Compulsados os autos verifica-se que o Mº Juiz, previamente à prolação do despacho de admissão do recurso, reconheceu a invocada omissão e correspondente nulidade e supriu-a, como claramente flui do despacho supra transcrito. (artigos 379.º, n.º 1, alínea c) , n.º 2, 410.º, n.º 3 e 414.º, n.º 4 do Código de Processo Penal).
Mostra-se, assim, sanada a nulidade e, como referido pelo Exmº PGA no Parecer emitido, não se estando perante decisão recorrida que conheça, a final, do objeto do processo, sobre esse despacho abre-se nova instância de recurso e decai a presente, pelo que não há que conhecer da questão.

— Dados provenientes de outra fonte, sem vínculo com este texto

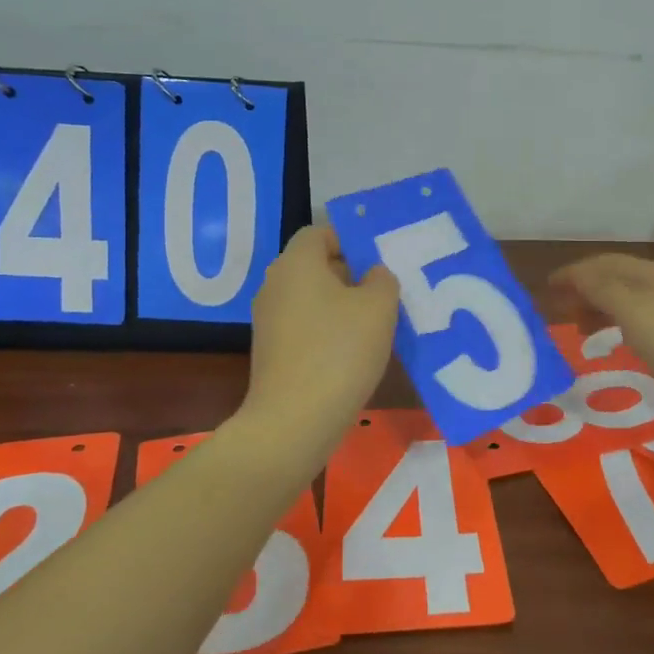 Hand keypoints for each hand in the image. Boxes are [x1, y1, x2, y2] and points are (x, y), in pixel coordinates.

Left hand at [241, 224, 399, 451]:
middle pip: (315, 265)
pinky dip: (327, 331)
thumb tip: (372, 275)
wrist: (294, 420)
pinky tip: (353, 353)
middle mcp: (275, 284)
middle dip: (351, 274)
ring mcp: (269, 320)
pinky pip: (304, 326)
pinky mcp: (271, 351)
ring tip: (375, 325)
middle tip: (385, 293)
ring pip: (311, 298)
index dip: (350, 240)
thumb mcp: (379, 308)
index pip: (320, 233)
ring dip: (341, 306)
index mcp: (297, 263)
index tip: (378, 262)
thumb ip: (382, 280)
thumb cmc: (340, 352)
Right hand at [547, 253, 653, 426]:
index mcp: (653, 273)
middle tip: (560, 313)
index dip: (572, 273)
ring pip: (630, 299)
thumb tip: (574, 276)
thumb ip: (600, 289)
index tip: (545, 290)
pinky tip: (620, 343)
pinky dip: (621, 325)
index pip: (603, 262)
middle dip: (585, 290)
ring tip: (584, 332)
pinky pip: (643, 320)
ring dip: (601, 308)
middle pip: (617, 278)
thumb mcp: (634, 312)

- Da pretendida realização das BUSCAS
Nos termos do artigo 174º, nº 2 do Código de Processo Penal, quando houver indícios de que os objetos relacionados com um crime ou que possam servir de prova, ou o arguido ou outra pessoa que deva ser detida, se encontrem em lugar reservado ou não livremente acessível ao público, é ordenada busca, dispondo o nº 3 do mesmo preceito legal que as revistas e as buscas são autorizadas ou ordenadas por despacho pela autoridade judiciária competente, devendo esta, sempre que possível, presidir à diligência.
As buscas reguladas nos artigos 174.° e ss do Código de Processo Penal, configuram meios de obtenção da prova, ou seja, os instrumentos de que se servem as autoridades judiciárias para investigar e recolher meios de prova, contendendo com direitos fundamentais dos cidadãos, com tutela constitucional, pelo que, apenas nos casos em que, após ponderação de interesses, se verifique que prevalece o da investigação criminal, é que aquelas poderão ser ordenadas.
Com efeito, atenta a especial proteção do domicílio de cada cidadão conferida pela Constituição da República Portuguesa, o legislador ordinário optou por estabelecer um regime especial para as buscas domiciliárias, exigindo a intervenção de um juiz, como verdadeiro garante dos direitos, liberdades e garantias dos cidadãos, exigindo que seja ponderado, por um lado, o direito à inviolabilidade do domicílio que assiste a todos os cidadãos e, por outro, a eficiência da justiça criminal.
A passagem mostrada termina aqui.